- Work instructions
Please tally the lines below that contain the word "translate" and reply with the total alone.
*** Exercise input ***
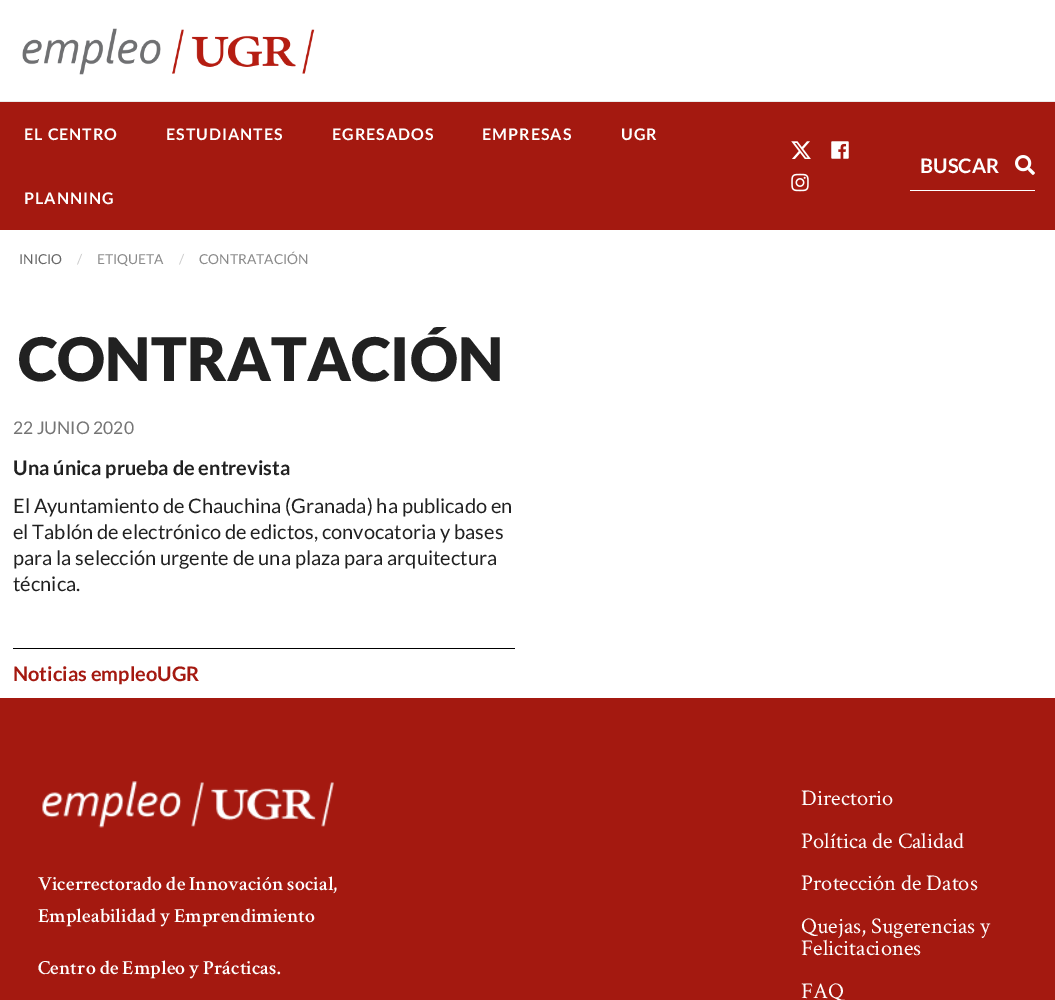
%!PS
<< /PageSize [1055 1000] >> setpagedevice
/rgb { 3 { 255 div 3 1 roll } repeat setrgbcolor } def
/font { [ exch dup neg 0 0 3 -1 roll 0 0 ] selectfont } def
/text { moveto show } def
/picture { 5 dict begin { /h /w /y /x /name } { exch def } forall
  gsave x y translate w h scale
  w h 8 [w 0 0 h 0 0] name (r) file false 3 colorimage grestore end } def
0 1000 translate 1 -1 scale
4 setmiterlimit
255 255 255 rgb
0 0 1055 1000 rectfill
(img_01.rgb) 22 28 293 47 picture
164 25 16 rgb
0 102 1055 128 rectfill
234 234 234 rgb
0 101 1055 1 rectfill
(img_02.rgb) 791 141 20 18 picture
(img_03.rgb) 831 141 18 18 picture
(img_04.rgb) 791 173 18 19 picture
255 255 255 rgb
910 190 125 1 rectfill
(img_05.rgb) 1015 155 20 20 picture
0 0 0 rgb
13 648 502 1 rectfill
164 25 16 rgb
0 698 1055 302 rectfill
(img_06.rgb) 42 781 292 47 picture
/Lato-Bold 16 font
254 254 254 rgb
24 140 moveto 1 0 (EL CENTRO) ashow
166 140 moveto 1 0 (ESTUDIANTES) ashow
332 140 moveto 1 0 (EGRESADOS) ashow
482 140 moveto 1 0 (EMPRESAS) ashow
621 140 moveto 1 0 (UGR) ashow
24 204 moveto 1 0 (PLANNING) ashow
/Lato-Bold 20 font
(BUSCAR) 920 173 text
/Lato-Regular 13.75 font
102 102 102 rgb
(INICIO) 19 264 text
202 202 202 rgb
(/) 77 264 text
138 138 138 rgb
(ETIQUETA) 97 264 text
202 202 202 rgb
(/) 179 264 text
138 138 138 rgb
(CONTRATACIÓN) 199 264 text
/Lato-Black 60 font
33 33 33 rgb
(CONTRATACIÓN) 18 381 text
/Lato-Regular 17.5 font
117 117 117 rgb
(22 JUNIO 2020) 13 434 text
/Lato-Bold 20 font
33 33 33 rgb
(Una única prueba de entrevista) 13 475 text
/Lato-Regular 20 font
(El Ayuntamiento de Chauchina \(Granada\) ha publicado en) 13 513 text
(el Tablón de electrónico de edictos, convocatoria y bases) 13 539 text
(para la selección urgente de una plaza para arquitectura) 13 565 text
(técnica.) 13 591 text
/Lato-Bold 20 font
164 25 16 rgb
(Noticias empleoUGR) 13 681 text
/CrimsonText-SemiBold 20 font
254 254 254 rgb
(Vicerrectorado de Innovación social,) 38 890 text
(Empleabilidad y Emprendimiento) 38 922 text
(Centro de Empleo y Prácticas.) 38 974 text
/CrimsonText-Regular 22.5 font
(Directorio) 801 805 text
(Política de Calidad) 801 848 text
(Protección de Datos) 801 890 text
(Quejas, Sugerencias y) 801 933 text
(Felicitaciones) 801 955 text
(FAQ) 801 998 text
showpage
***
- Task response
2